Salmonella species are gram-negative bacilli responsible for significant morbidity and mortality. Both typhoidal Salmonellae and NTS can cause extra-intestinal manifestations. However, among the manifestations, myocarditis is uncommon [11]. Though antibiotic therapy is not recommended for NTS gastroenteritis, it is warranted in certain patients at high risk for infection [12]. Recent systematic review on cases of NTS myocarditis shows predominant occurrence in young adults and association with poor outcome [13]. Although Salmonella or other bacteria are rare causes, the possibility of myocarditis should be considered in any gastroenteritis patients presenting with cardiac manifestations. This is especially important considering known complications of myocarditis, such as dilated cardiomyopathy and sudden death.
It is worth mentioning 2 caveats in the diagnosis of the present case. First, endomyocardial biopsy is considered the gold standard for diagnosis, but the biopsy has limitations because of its invasiveness and low sensitivity due to patchiness of lesions [14]. When the biopsy is not possible, cardiac MRI is increasingly used to diagnose the entity [15]. In our patient, a sufficient diagnosis could be made based on the combination of clinical, laboratory, echocardiogram, and cardiac MRI findings. Second, according to somatic (O) and flagella (H) antigens, more than 2,500 Salmonella serotypes were identified [16]. Although Salmonella serotyping is essential for specific diagnosis, treatment, and epidemiologic surveillance, it is time-consuming and expensive to perform. In our center, serotyping with only O antigen-specific and Vi-specific antibodies are performed. Thus, it was unable to serotype Salmonella species.
To summarize, children with myocarditis can present with gastrointestinal manifestations. Particularly for children presenting with diarrhea, NTS may be considered as a microbiological diagnosis.

Conflicts of interest

No potential conflicts of interest relevant to this article were reported.
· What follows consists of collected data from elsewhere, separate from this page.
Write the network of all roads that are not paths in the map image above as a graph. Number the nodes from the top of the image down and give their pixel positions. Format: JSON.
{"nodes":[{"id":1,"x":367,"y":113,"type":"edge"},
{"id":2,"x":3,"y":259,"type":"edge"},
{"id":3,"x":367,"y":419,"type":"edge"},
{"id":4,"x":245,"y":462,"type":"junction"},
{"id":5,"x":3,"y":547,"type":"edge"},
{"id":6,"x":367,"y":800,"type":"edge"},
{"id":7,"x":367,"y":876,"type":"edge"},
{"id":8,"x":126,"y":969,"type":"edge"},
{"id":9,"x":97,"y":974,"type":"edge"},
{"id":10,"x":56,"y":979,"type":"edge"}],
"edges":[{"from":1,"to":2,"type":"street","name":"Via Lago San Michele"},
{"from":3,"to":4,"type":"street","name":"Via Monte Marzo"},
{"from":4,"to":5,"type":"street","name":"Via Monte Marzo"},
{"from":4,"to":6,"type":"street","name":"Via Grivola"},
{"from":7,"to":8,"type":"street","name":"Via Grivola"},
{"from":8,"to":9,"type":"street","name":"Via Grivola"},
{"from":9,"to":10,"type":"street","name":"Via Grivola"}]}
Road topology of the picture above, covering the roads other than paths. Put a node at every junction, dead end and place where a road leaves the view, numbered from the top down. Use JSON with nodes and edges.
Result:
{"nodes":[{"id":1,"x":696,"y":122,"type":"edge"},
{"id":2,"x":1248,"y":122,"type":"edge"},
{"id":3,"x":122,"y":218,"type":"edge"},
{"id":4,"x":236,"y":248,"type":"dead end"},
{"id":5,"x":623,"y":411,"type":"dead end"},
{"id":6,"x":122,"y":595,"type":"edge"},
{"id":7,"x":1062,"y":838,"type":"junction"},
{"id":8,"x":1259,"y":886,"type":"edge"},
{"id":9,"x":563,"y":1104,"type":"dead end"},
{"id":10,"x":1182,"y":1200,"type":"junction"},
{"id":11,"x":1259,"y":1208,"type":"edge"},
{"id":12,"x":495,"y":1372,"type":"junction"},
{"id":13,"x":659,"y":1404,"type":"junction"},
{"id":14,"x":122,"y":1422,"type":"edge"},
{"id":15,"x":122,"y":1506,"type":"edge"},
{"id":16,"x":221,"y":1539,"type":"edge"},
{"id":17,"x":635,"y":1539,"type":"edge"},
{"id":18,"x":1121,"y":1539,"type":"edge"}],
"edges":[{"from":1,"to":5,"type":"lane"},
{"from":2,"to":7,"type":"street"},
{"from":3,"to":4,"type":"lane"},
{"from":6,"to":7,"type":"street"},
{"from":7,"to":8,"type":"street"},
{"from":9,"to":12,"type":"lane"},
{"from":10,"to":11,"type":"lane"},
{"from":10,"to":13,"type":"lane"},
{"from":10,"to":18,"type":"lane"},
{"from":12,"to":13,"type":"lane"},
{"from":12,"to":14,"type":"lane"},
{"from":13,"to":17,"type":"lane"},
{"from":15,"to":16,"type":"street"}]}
No funding source relevant to this article was reported.

Fig. 1.
Initial electrocardiogram showing normal sinus rhythm with nonspecific ST segment changes (A). Follow-up electrocardiogram showing sinus rhythm with ST segment elevation in leads II, III, aVF, and V3-V6, suggestive of inferolateral myocardial injury (B).
Fig. 2.
Cardiac magnetic resonance images in long axis (A) and mid-short axis (B) planes showing late gadolinium enhancement in the sub-epicardium at the anterolateral and inferolateral left ventricle walls, suggestive of myocardial fibrosis-associated with myocarditis (arrows).